**Working data**
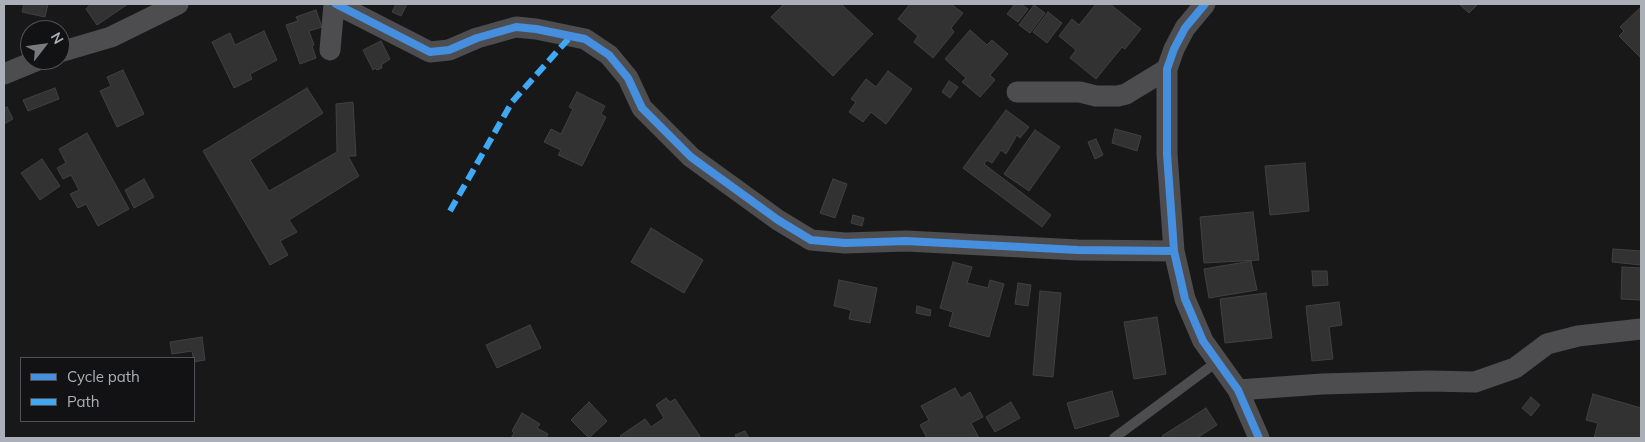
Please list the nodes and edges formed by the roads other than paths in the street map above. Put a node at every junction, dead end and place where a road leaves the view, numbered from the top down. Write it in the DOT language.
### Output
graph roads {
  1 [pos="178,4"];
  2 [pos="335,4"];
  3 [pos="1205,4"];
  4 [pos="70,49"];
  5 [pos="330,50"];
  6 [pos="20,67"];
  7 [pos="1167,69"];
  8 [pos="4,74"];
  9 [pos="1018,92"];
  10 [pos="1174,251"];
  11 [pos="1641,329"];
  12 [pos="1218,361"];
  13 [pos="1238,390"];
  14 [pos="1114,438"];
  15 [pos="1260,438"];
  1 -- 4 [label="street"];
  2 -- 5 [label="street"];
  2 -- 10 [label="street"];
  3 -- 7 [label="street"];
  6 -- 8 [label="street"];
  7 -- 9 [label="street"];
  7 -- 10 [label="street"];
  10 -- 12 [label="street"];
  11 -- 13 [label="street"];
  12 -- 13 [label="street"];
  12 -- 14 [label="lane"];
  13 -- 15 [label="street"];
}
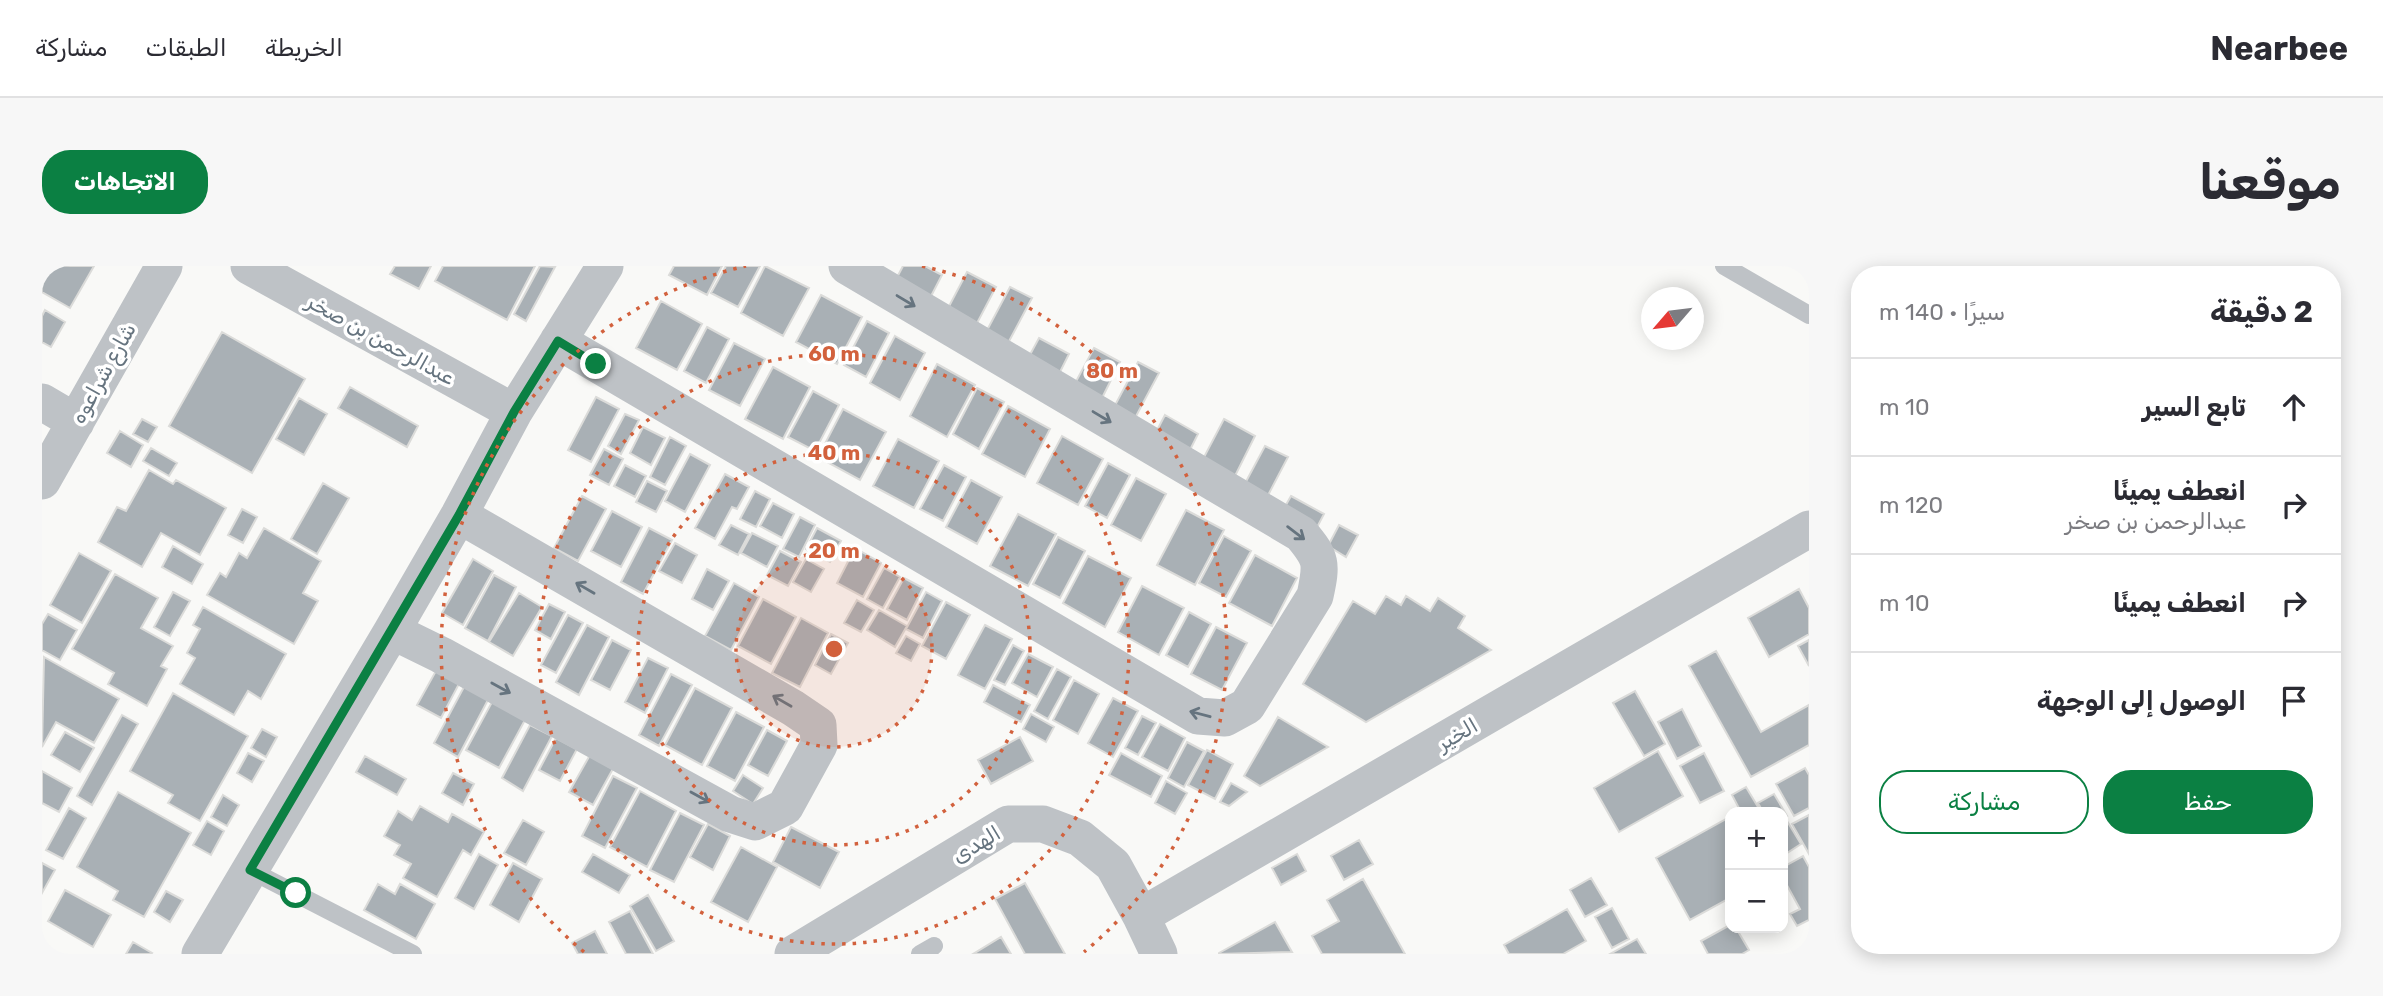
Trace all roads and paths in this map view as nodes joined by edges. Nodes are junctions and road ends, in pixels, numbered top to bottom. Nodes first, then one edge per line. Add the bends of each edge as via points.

**Task details**
Copy out every entry above verbatim. Leave each picture out.

**Response to this task**
Please list the nodes and edges formed by the roads other than paths in the street map above. Put a node at every junction, dead end and place where a road leaves the view, numbered from the top down. Write it in the DOT language.
### Output
graph roads {
  1 [pos="178,4"];
  2 [pos="335,4"];
  3 [pos="1205,4"];
  4 [pos="70,49"];
  5 [pos="330,50"];
  6 [pos="20,67"];
  7 [pos="1167,69"];
  8 [pos="4,74"];
  9 [pos="1018,92"];
  10 [pos="1174,251"];
  11 [pos="1641,329"];
  12 [pos="1218,361"];
  13 [pos="1238,390"];
  14 [pos="1114,438"];
  15 [pos="1260,438"];
  1 -- 4 [label="street"];
  2 -- 5 [label="street"];
  2 -- 10 [label="street"];
  3 -- 7 [label="street"];
  6 -- 8 [label="street"];
  7 -- 9 [label="street"];
  7 -- 10 [label="street"];
  10 -- 12 [label="street"];
  11 -- 13 [label="street"];
  12 -- 13 [label="street"];
  12 -- 14 [label="lane"];
  13 -- 15 [label="street"];
}
Trace all roads and paths in this map view as nodes joined by edges. Nodes are junctions and road ends, in pixels, numbered top to bottom. Nodes first, then one edge per line. Add the bends of each edge as via points.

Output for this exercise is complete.